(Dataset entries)
'''
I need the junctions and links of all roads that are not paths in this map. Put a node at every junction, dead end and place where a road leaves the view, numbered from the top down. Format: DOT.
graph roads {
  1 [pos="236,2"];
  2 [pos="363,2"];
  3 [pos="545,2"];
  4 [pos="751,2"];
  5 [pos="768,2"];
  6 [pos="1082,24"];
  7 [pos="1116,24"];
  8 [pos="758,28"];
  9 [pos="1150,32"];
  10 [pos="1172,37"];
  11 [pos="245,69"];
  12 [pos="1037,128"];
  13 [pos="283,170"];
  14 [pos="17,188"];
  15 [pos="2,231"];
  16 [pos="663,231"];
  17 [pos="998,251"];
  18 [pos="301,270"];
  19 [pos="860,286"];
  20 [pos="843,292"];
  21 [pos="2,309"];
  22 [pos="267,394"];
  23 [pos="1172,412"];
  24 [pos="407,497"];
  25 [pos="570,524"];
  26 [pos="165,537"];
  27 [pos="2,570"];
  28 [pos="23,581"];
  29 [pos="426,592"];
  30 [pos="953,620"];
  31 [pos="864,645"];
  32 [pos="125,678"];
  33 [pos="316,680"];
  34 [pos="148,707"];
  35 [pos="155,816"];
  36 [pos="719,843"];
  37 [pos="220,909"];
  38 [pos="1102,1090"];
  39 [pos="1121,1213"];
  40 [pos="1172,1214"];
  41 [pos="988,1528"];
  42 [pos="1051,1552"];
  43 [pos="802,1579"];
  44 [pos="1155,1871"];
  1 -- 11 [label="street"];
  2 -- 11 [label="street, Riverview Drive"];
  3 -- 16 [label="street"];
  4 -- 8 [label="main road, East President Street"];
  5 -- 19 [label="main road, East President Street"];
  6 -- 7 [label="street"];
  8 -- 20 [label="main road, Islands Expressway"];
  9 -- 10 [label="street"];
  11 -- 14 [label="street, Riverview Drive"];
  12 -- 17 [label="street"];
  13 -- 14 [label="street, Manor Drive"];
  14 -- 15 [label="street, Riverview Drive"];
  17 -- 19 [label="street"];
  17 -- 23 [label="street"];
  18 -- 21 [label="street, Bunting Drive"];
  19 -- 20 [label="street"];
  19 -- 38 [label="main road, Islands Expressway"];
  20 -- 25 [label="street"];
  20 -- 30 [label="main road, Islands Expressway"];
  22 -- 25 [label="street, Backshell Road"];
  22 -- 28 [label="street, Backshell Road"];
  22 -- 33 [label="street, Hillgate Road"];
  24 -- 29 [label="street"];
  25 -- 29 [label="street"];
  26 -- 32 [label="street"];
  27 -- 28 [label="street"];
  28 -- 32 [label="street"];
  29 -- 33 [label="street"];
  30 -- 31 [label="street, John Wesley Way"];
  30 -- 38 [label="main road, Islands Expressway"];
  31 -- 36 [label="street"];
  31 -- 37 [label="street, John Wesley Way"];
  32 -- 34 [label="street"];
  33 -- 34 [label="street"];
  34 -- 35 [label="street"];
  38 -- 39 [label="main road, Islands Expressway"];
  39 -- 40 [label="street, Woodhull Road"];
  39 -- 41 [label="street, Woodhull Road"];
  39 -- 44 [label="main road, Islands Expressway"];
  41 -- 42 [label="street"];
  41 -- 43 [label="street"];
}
'''
** Exercise brief **
The entries above must be copied verbatim. Leave none out.

** Answer to the problem **
I need the junctions and links of all roads that are not paths in this map. Put a node at every junction, dead end and place where a road leaves the view, numbered from the top down. Format: DOT.
graph roads {
  1 [pos="236,2"];
  2 [pos="363,2"];
  3 [pos="545,2"];
  4 [pos="751,2"];
  5 [pos="768,2"];
  6 [pos="1082,24"];
  7 [pos="1116,24"];
  8 [pos="758,28"];
  9 [pos="1150,32"];
  10 [pos="1172,37"];
  11 [pos="245,69"];
  12 [pos="1037,128"];
  13 [pos="283,170"];
  14 [pos="17,188"];
  15 [pos="2,231"];
  16 [pos="663,231"];
  17 [pos="998,251"];
  18 [pos="301,270"];
  19 [pos="860,286"];
  20 [pos="843,292"];
  21 [pos="2,309"];
  22 [pos="267,394"];
  23 [pos="1172,412"];
  24 [pos="407,497"];
  25 [pos="570,524"];
  26 [pos="165,537"];
  27 [pos="2,570"];
  28 [pos="23,581"];
  29 [pos="426,592"];
  30 [pos="953,620"];
  31 [pos="864,645"];
  32 [pos="125,678"];
  33 [pos="316,680"];
  34 [pos="148,707"];
  35 [pos="155,816"];
  36 [pos="719,843"];
  37 [pos="220,909"];
  38 [pos="1102,1090"];
  39 [pos="1121,1213"];
  40 [pos="1172,1214"];
  41 [pos="988,1528"];
  42 [pos="1051,1552"];
  43 [pos="802,1579"];
  44 [pos="1155,1871"];
  1 -- 11 [label="street"];
  2 -- 11 [label="street, Riverview Drive"];
  3 -- 16 [label="street"];
  4 -- 8 [label="main road, East President Street"];
  5 -- 19 [label="main road, East President Street"];
  6 -- 7 [label="street"];
  8 -- 20 [label="main road, Islands Expressway"];
  9 -- 10 [label="street"];
  11 -- 14 [label="street, Riverview Drive"];
  12 -- 17 [label="street"];
  13 -- 14 [label="street, Manor Drive"];
  14 -- 15 [label="street, Riverview Drive"];
  17 -- 19 [label="street"];
  17 -- 23 [label="street"];
  18 -- 21 [label="street, Bunting Drive"];
  19 -- 20 [label="street"];
  19 -- 38 [label="main road, Islands Expressway"];
  20 -- 25 [label="street"];
  20 -- 30 [label="main road, Islands Expressway"];
  22 -- 25 [label="street, Backshell Road"];
  22 -- 28 [label="street, Backshell Road"];
  22 -- 33 [label="street, Hillgate Road"];
  24 -- 29 [label="street"];
  25 -- 29 [label="street"];
  26 -- 32 [label="street"];
  27 -- 28 [label="street"];
  28 -- 32 [label="street"];
  29 -- 33 [label="street"];
  30 -- 31 [label="street, John Wesley Way"];
  30 -- 38 [label="main road, Islands Expressway"];
  31 -- 36 [label="street"];
  31 -- 37 [label="street, John Wesley Way"];
  32 -- 34 [label="street"];
  33 -- 34 [label="street"];
  34 -- 35 [label="street"];
  38 -- 39 [label="main road, Islands Expressway"];
  39 -- 40 [label="street, Woodhull Road"];
  39 -- 41 [label="street, Woodhull Road"];
  39 -- 44 [label="main road, Islands Expressway"];
  41 -- 42 [label="street"];
  41 -- 43 [label="street"];
}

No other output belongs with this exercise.